*** RECORDS PROVIDED Section Begins ***

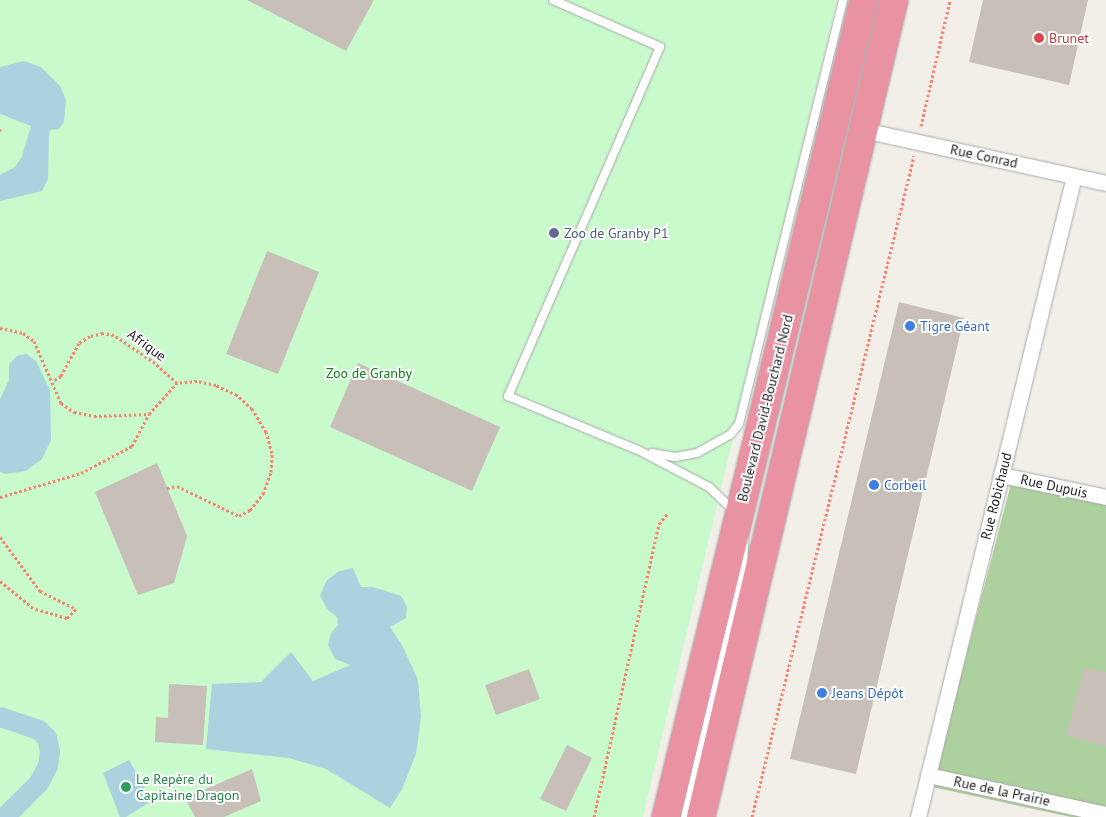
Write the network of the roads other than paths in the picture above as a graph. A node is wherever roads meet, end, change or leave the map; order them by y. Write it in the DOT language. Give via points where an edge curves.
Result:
graph roads {
  1 [pos="553,0"];
  2 [pos="843,0"];
  3 [pos="864,0"];
  4 [pos="894,0"];
  5 [pos="863,130"];
  6 [pos="1074,176"];
  7 [pos="1106,182"];
  8 [pos="640,451"];
  9 [pos="1001,475"];
  10 [pos="1106,497"];
  11 [pos="738,519"];
  12 [pos="928,775"];
  13 [pos="1106,814"];
  14 [pos="666,817"];
  15 [pos="685,817"];
  16 [pos="700,817"];
  17 [pos="918,817"];
  1 -- 8 [label="lane" via="660,47 508,396"];
  2 -- 8 [label="lane" via="739,424 730,435 697,453 675,457"];
  3 -- 11 [label="highway, Boulevard David-Bouchard Nord"];
  4 -- 5 [label="highway"];
  5 -- 6 [label="street, Rue Conrad"];
  5 -- 16 [label="highway"];
  6 -- 7 [label="street, Rue Conrad"];
  6 -- 9 [label="street, Rue Robichaud"];
  8 -- 11 [label="lane" via="716,492"];
  9 -- 10 [label="street, Rue Dupuis"];
  9 -- 12 [label="street, Rue Robichaud"];
  11 -- 14 [label="highway, Boulevard David-Bouchard Nord"];
  11 -- 15 [label="lane" via="746,549 743,571"];
  12 -- 13 [label="street, Rue de la Prairie"];
  12 -- 17 [label="street, Rue Robichaud"];
}
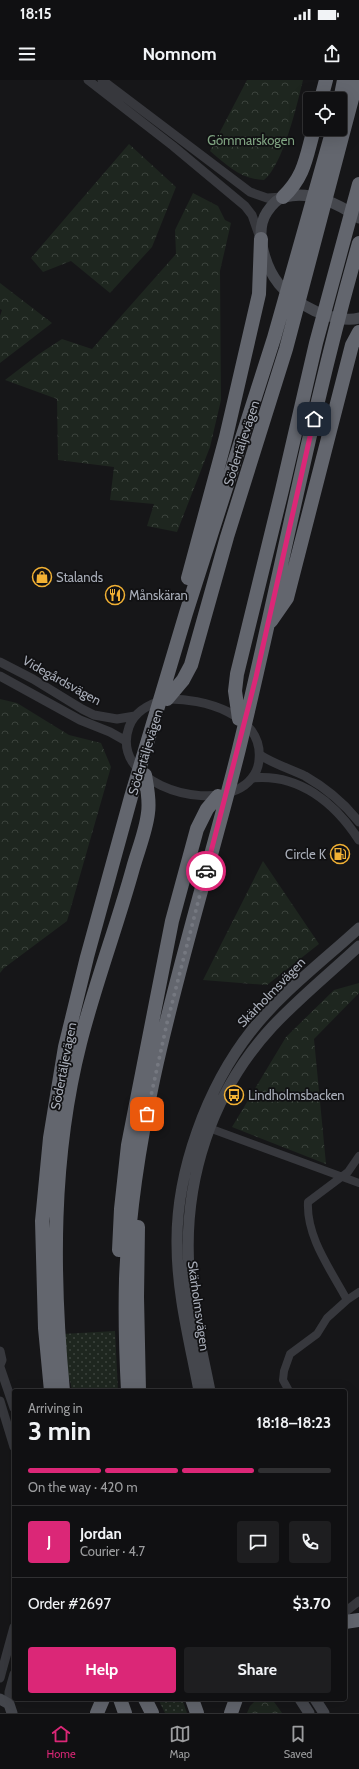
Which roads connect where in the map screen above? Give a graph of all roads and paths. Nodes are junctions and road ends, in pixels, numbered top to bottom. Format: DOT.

*** RECORDS PROVIDED Section Ends ***

■ TRY IT
Report all lines above with "where".

■ RESPONSE
Write the network of the roads other than paths in the picture above as a graph. A node is wherever roads meet, end, change or leave the map; order them by y. Write it in the DOT language. Give via points where an edge curves.
Which roads connect where in the map screen above? Give a graph of all roads and paths. Nodes are junctions and road ends, in pixels, numbered top to bottom. Format: DOT.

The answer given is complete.